Do przygotowania potrawy w najprostszej wersji potrzebujemy:
- ok. 1-1,5 kg ośmiornicy
- 1 kg ziemniaków
- 100 ml oliwy extra vergine
- 200 ml białego wina
- średnią główkę cebuli
- kilka ząbków czosnku
- sól, pieprz i natka pietruszki do posypania
Ośmiornice czyścimy i przygotowujemy do pieczenia. Na następnym etapie możemy skorzystać z dwóch możliwości, jak kto woli:
- można ją przed pieczeniem włożyć do wrzącej wody, a w zasadzie garnka napełnionego na 3-4 cm lekko posoloną wodą. Przykrywamy garnek i dusimy ośmiornicę, odparowując wodę aż do momentu, gdy zostanie na dnie gęsty, purpurowy sos. Tak przygotowaną układamy na tacy do pieczenia lub brytfannie, ale bez dolewania sosu na razie.
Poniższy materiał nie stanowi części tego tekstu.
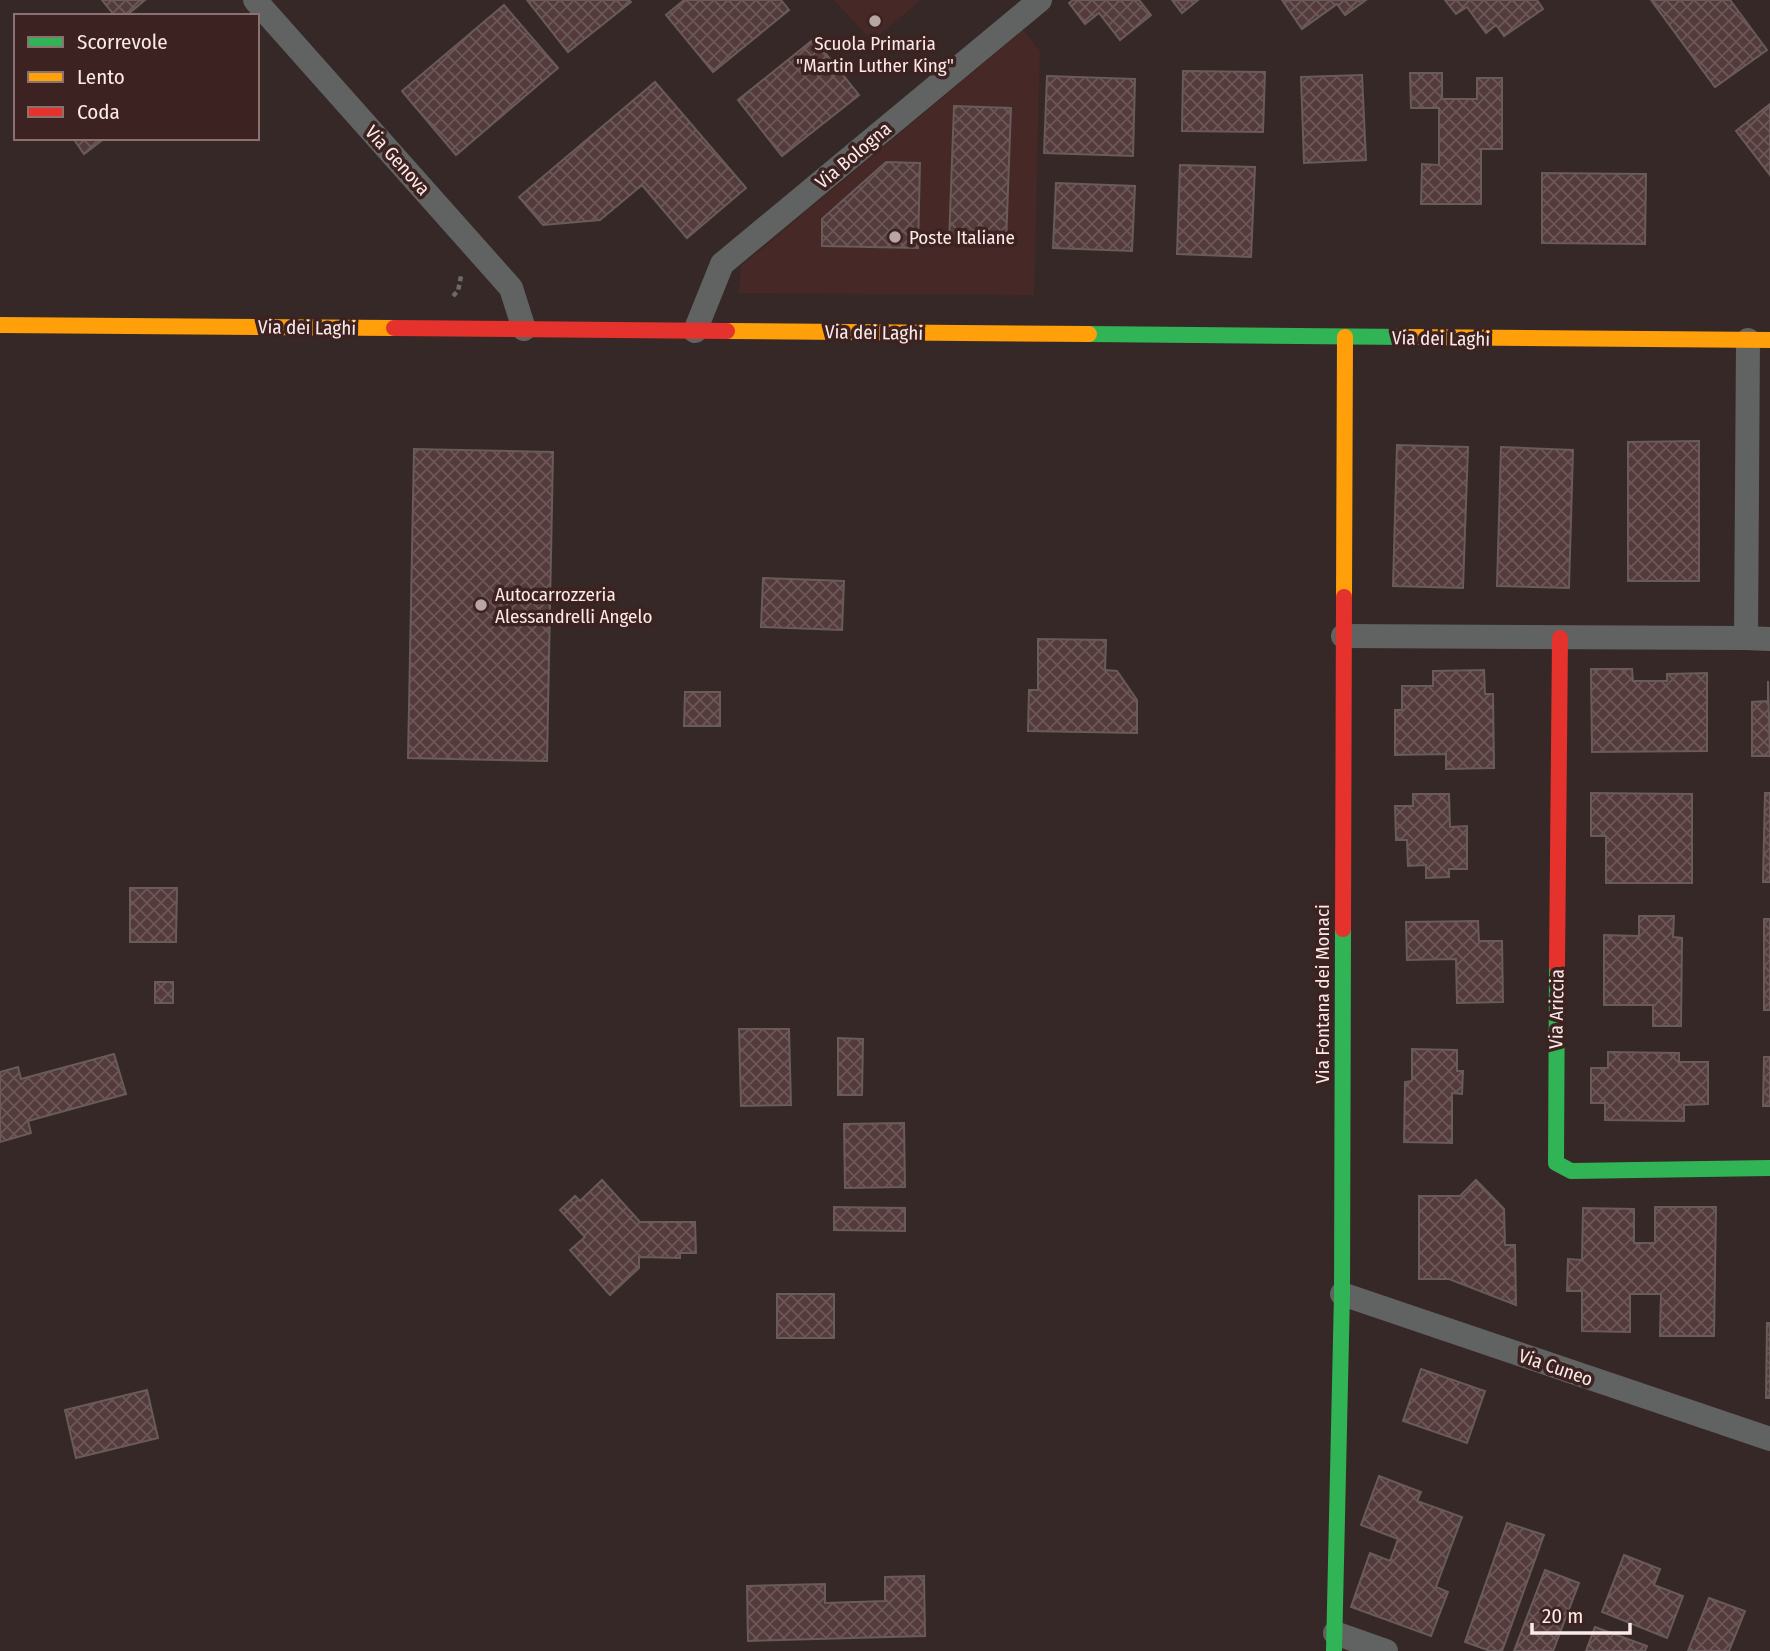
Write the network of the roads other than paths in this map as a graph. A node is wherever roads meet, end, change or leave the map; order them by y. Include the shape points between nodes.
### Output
1 (255, 0) edge
2 (1040, 0) edge
3 (0, 324) edge
4 (524, 329) junction
5 (695, 331) junction
6 (1345, 337) junction
7 (1759, 340) edge
8 (1343, 636) junction
9 (1560, 638) junction
10 (1758, 639) edge
11 (1770, 1168) edge
12 (1342, 1294) junction
13 (1770, 1439) edge
14 (1334, 1642) edge
15 (1386, 1651) edge

1 - 4 street, Via Genova via 511,288
2 - 5 street, Via Bologna via 722,264
3 - 4 street, Via dei Laghi
4 - 5 street, Via dei Laghi
5 - 6 street, Via dei Laghi
6 - 7 street, Via dei Laghi
6 - 8 street, Via Fontana dei Monaci
7 - 10 street, Via dei Laghi
8 - 9 street
8 - 12 street, Via Fontana dei Monaci
9 - 10 street
9 - 11 street, Via Ariccia via 1556,1163 1571,1171
12 - 13 street, Via Cuneo
12 - 14 street, Via Fontana dei Monaci
14 - 15 street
- zostawiamy ośmiornicę surową i bezpośrednio układamy na tacy do pieczenia lub brytfannie.
Oczywiście naczynie, w którym będziemy piec potrawę smarujemy oliwą, a następnie układamy pokrojone w grube plastry ziemniaki, pokrojoną cebulę, czosnek i na nie kładziemy ośmiornicę. Naczynie wkładamy do mocno nagrzanego piekarnika (ok 200 stopni) lub pieca na drewno, jeśli taki mamy na podorędziu 🙂 Zapiekamy ok 40 minut i wyjmujemy z piekarnika. Dolewamy wino, dodajemy pieprzu i natkę pietruszki oraz nieco oliwy. Jeśli wybraliśmy duszenie ośmiornicy przed pieczeniem, dolewamy pozostały purpurowy sosik, jeśli drugą wersję – solimy. Wkradamy z powrotem całość do piekarnika na 3-5 minut, aż ziemniaki wchłoną dodane płyny 🙂
Podajemy z cytrynką i koniecznie białym winem do picia. Można też dodatkowo zrobić popularny nad Adriatykiem sos z oliwy, czosnku i pietruszki. Świetnie też pasują rożne gotowane lub blanszowane liście, jak chorwacka blitva czy grecka horta.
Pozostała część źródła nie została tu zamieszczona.